- [WHAT YOU HAVE TO DO]: Lines of the listing that contain "roads" need to be copied.

- [RECORDS FOR THIS TASK]:
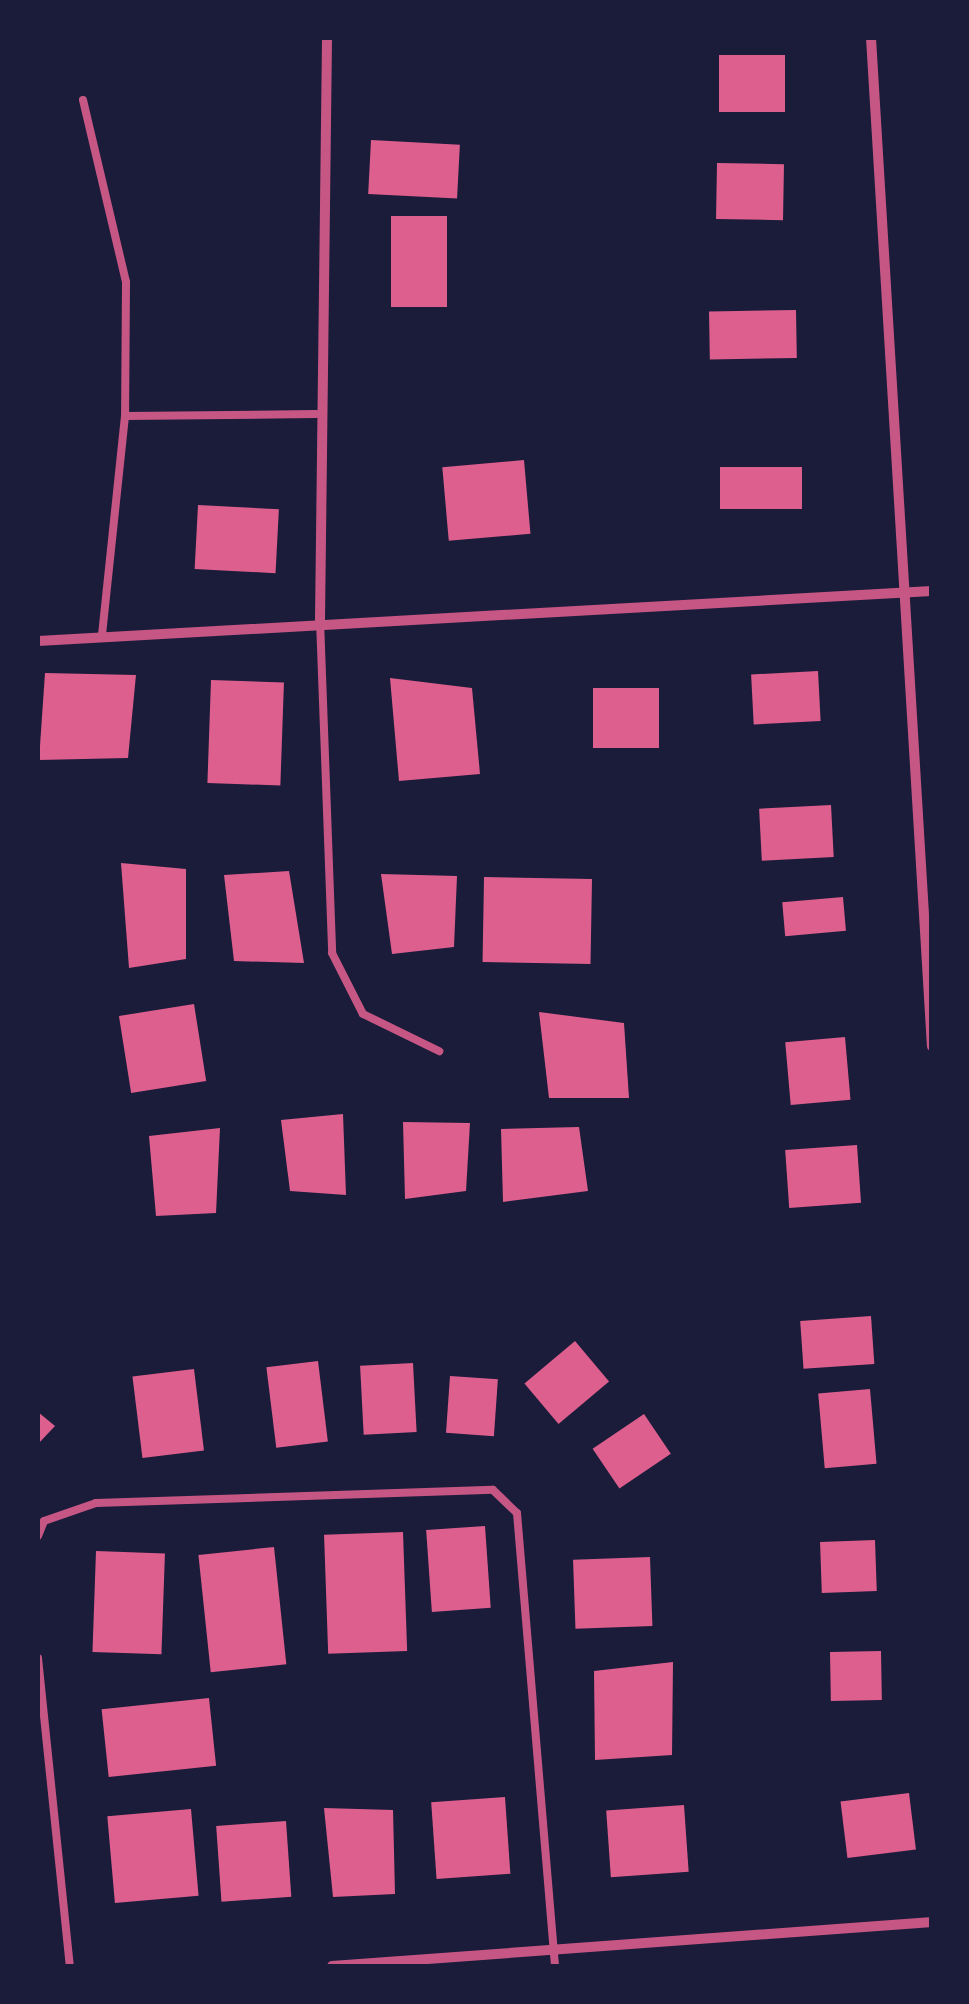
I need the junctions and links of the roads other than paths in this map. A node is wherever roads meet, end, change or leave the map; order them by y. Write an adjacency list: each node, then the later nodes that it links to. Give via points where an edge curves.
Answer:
1 (328, 38): 4 (street)
2 (871, 38): 7 (street)
3 (82, 100): 5 (lane, via 126,282)
4 (316, 414): 5 (lane); 8 (street)
5 (126, 416): 9 (lane)
6 (932, 591): 7 (street)
7 (904, 593): 8 (street); 11 (street)
8 (320, 620): 9 (street); 12 (lane, via 332,953 363,1014)
9 (102, 635): 10 (street)
10 (38, 641)
11 (932, 1046)
12 (438, 1051)
13 (38, 1536): 16 (lane, via 44,1522 96,1503 492,1490 517,1513)
14 (38, 1658): 17 (lane)
15 (932, 1922): 16 (street)
16 (555, 1950): 18 (street); 19 (lane)
17 (70, 1966)
18 (332, 1966)
19 (556, 1966)

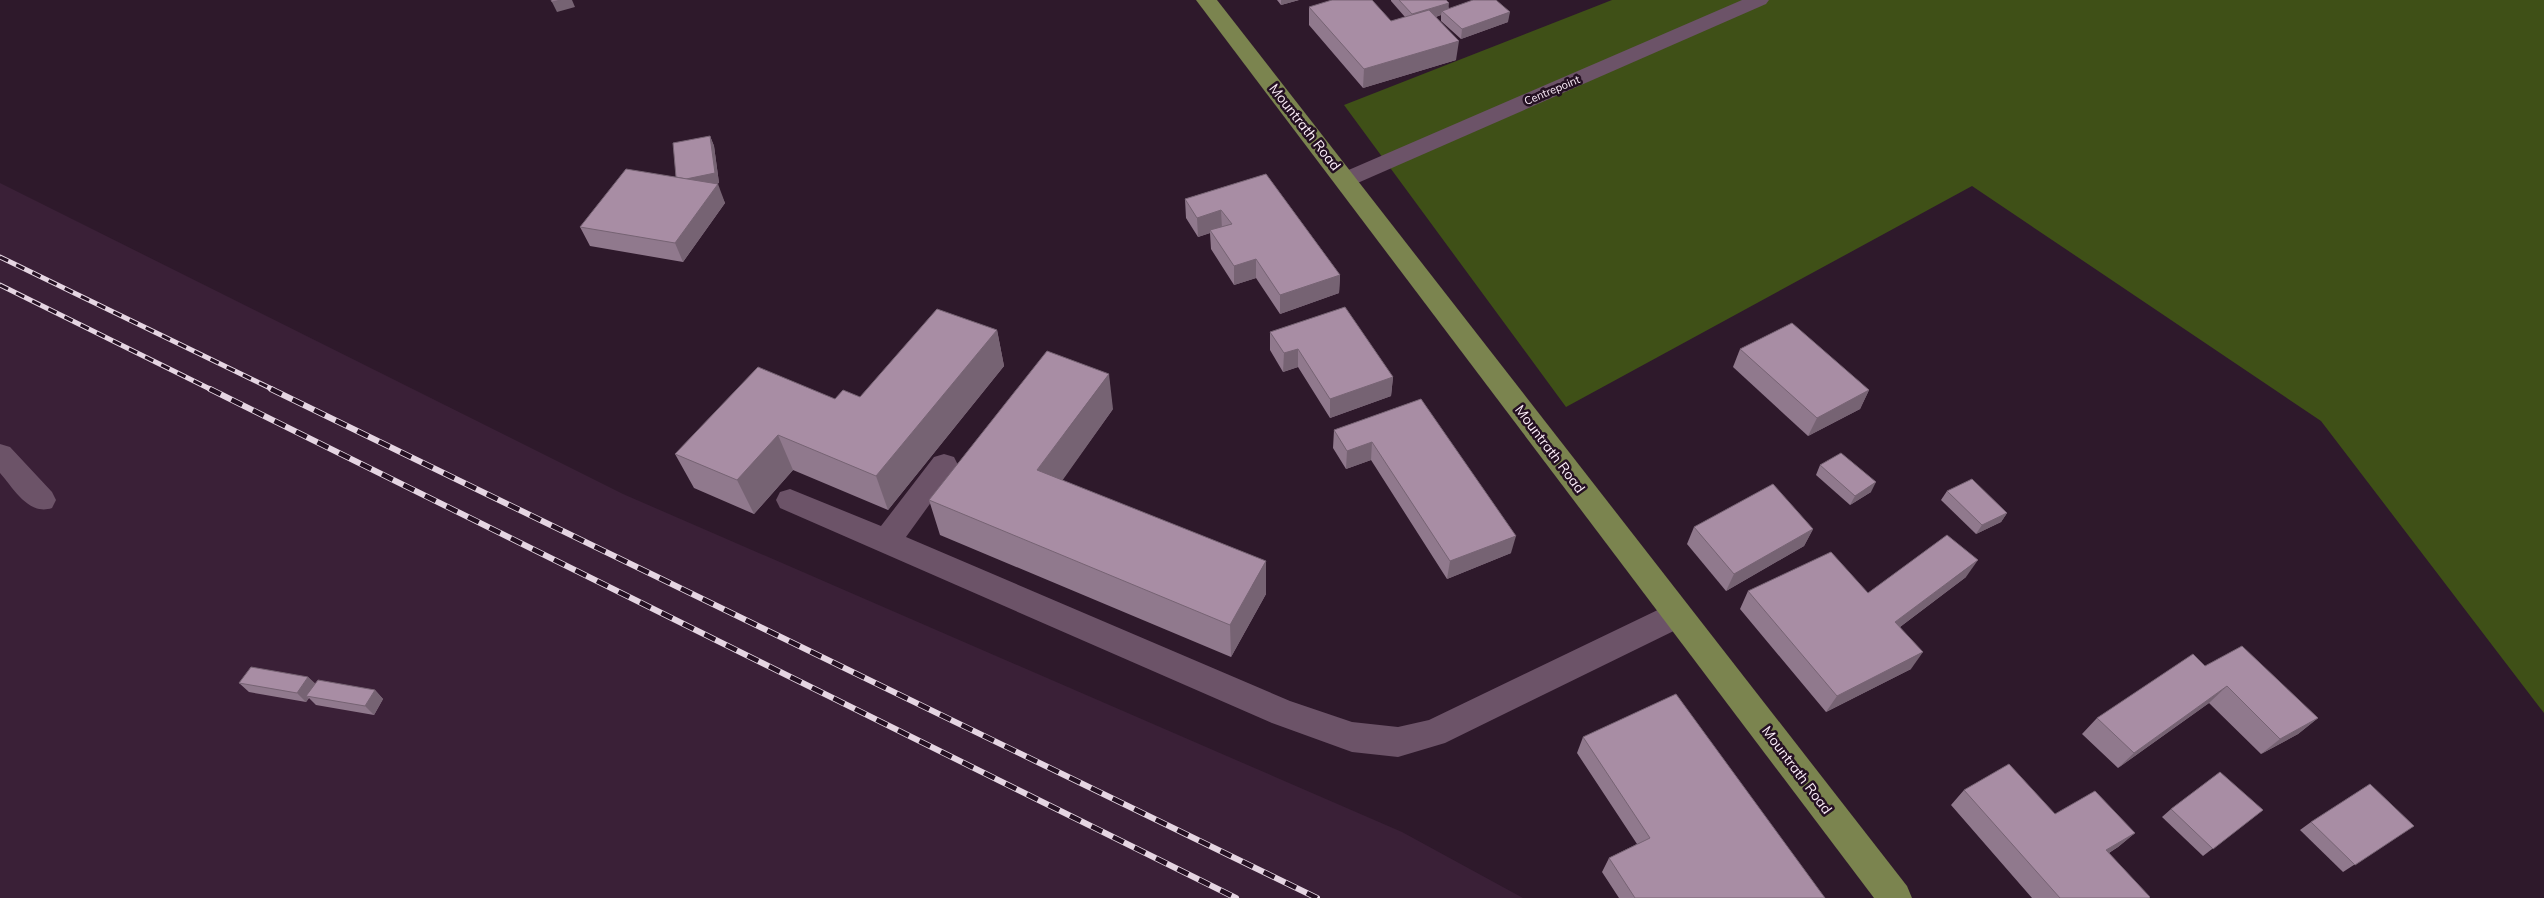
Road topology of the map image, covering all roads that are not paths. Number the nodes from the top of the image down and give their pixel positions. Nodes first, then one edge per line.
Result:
1 (1206, 0) edge
2 (1759, 0) edge
3 (1345, 180) junction
4 (0, 455) edge
5 (944, 465) dead end
6 (42, 500) dead end
7 (790, 500) dead end
8 (886, 542) junction
9 (1676, 615) junction
10 (1895, 898) edge

1 - 3 main road, Mountrath Road
2 - 3 street, Centrepoint
3 - 9 main road, Mountrath Road
4 - 6 street
5 - 8 street
7 - 8 street
8 - 9 street
9 - 10 main road, Mountrath Road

- [ANSWER SECTION]:
I need the junctions and links of the roads other than paths in this map. A node is wherever roads meet, end, change or leave the map; order them by y. Write an adjacency list: each node, then the later nodes that it links to. Give via points where an edge curves.
Road topology of the map image, covering all roads that are not paths. Number the nodes from the top of the image down and give their pixel positions. Nodes first, then one edge per line.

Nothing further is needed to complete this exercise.